In an entry, “Defining the Anti-Globalization Movement,” in the Encyclopedia of Activism and Social Justice, Mark Engler points out that there is no unified movement that fits that term. Instead, there is an informal coalition of trade unionists, environmentalists, indigenous rights activists, organizations promoting sustainable development, and anti-sweatshop campaigners. Many of these groups spurn the “anti-globalist” label, preferring terms like “global justice movement” or even (standing the term on its head) the “globalization movement.”
What unites these groups, Engler says, is the belief that the corporate-led globalization of the past quarter century has exacerbated global poverty and increased inequality. Many of them frame their mission as one of opposition to neoliberalism, by which they mean policies including privatization of public industries, opening markets to foreign investment and competition, removing controls on capital flows, reducing tariffs and other trade barriers, and ending government protections for local industry. Movement participants, Engler says, “argue that these policies have created sweatshop working conditions in the developing world, threatened unionized jobs and environmental protections in the global North, benefited the wealthy at the expense of the poor, and endangered indigenous cultures.”
At the risk of oversimplification, I think there is a unifying theme here, which I will call the globalization hypothesis : The proposition that free trade (or neoliberalism, if you prefer) has enriched elites at the expense of the vulnerable in both the developed and the developing world.
The search for evidence
At the same time trade issues were making their way regularly into the headlines, I was working on an unrelated project using some large data sets that were rich in global economic, social, and political indicators. It occurred to me that it might be possible to get some insight into the validity of the globalization hypothesis by looking for critical differences in these indicators between countries that were more open to trade and those that were less open.
One of the data sets is the Economic Freedom Index from the Fraser Institute. It includes a component, Freedom to Trade Internationally, that seems to capture important parts of the neoliberal agenda, as described by critics like Engler. Fraser’s trade freedom score, as I will call it, is calculated on a scale of zero (least free) to ten (most free), based on indicators for tariffs, regulatory trade barriers, compliance costs for importing and exporting, black market exchange rates, controls of the movement of capital and people, restrictions on foreign ownership and foreign investment, capital controls, and freedom of travel.
The other data set I will use here is the Legatum Prosperity Index . Its creator, the Legatum Institute, is more sympathetic to the global justice perspective, in that it views prosperity as the creation of a better life for individual people rather than as just the accumulation of material wealth. The Legatum index organizes the data into distinct economic and noneconomic components, or “pillars”: Economic quality (macroeconomic indicators, and financial institutions); business environment; governance (political participation, transparency, and rule of law); education; health; safety and security (both national security and personal safety); personal freedom (human rights, legal rights, and tolerance); social capital (personal relationships, social network support, civic participation); and natural environment.

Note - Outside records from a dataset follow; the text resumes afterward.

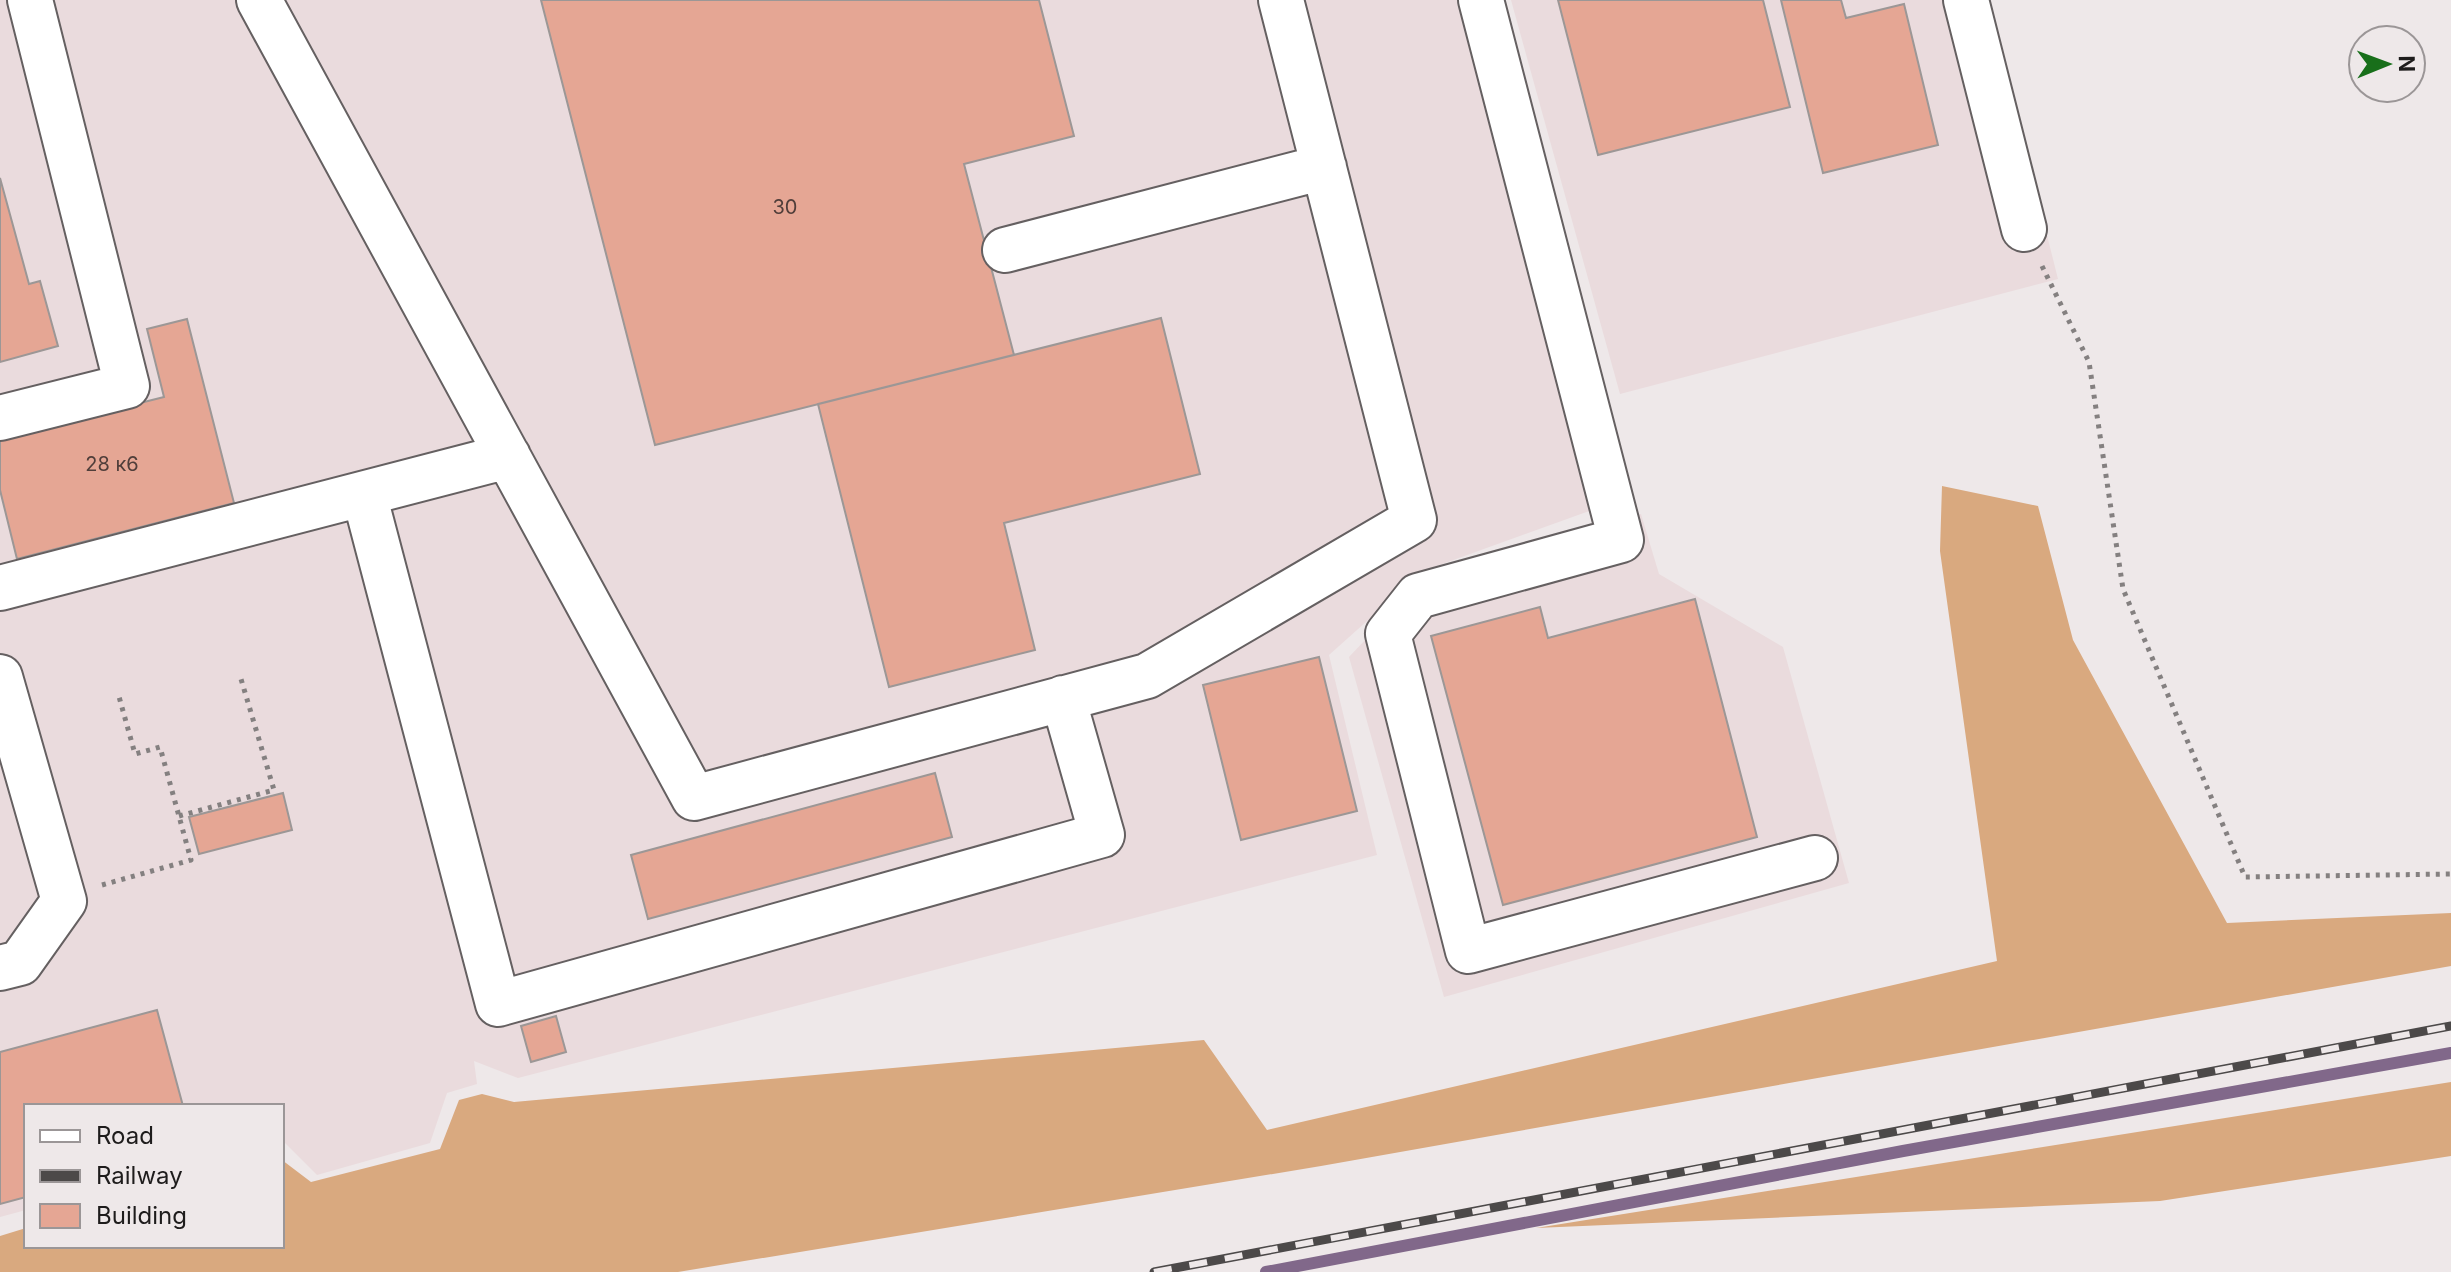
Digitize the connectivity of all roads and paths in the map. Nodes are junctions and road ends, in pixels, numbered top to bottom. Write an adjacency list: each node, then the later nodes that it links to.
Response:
1 (30, 0): 9 (lane)
2 (259, 0): 10 (lane)
3 (1281, 0): 6 (lane)
4 (1481, 0): 19 (lane)
5 (1966, 0): 7 (lane)
6 (1324, 167): 8 (lane); 16 (lane)
7 (2024, 229): 20 (path)
8 (1005, 250)
9 (0, 418)
10 (508, 456): 11 (lane); 16 (lane)
11 (364, 494): 12 (lane); 16 (lane)
12 (0, 588)
13 (0, 677): 17 (lane)
14 (241, 679): 18 (path)
15 (118, 693): 18 (path)
16 (1063, 698)
17 (12, 769): 21 (lane)
18 (179, 816): 21 (path)
19 (1815, 858)
20 (2451, 874)
21 (62, 896): 22 (lane)
22 (0, 968)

The Fraser Institute’s data set covers 159 countries while that from the Legatum Institute covers 149. Both indexes are available for an overlapping set of 144 countries.
First, let’s check to see if these data support the proposition that free trade is associated with strong macroeconomic performance and a good business environment. Neoliberals certainly think that it does, and I think many global justice advocates do not dispute it at the macro level. Here is a scatter plot of the Fraser trade freedom scores against the Legatum economy and business environment scores:
As expected, there is a solid positive relationship in both cases. The correlation coefficient for the economy is 0.63 and for the business environment 0.71, where a coefficient of 1.0 would indicate a perfect fit. Both coefficients are statistically significant at the 0.01 level. No surprises here.
But what about the noneconomic effects of free trade? That is where we might expect evidence relevant to the globalist hypothesis to show up. To see if it does, I first calculated a “social prosperity” score for each country, consisting of the combined scores, scaled zero to 100, on the Legatum components for governance, education, health, security, personal freedom, social capital, and environment. Here is the result:
This result is surprisingly similar to the chart for the economic and business components: The correlation coefficient between social prosperity and freedom to trade is 0.68, again positive and statistically significant. That is also true for each of the individual components of social prosperity. Putting correlations in parentheses, in countries that are open to free trade, people tend to be better-governed (0.67), better educated (0.61), healthier (0.60), more secure (0.64), and freer (0.57). They also enjoy more social capital (0.43) and a better natural environment (0.43).
There is still a reason to be skeptical, however. Maybe what is really happening is that a few wealthy, free-trading countries are pulling up the average on the right side of the chart at the expense of their poorer third-world trading partners. If that is the case, we would expect the relationship between trade and social prosperity within the developing group to be negative, or at least much weaker than within the entire sample.
We can check that possibility by dividing the sample into two parts, one for countries that are already wealthy and the other for the developing world. The next chart does that. The blue diamonds represent the 35 members of the Organization for Cooperation and Development; the red squares are the remaining 109 non-OECD countries.
The correlation between trade freedom and social prosperity remains positive (0.63) and statistically significant within the non-OECD group, just as it is for the group as a whole. There are some outliers, however.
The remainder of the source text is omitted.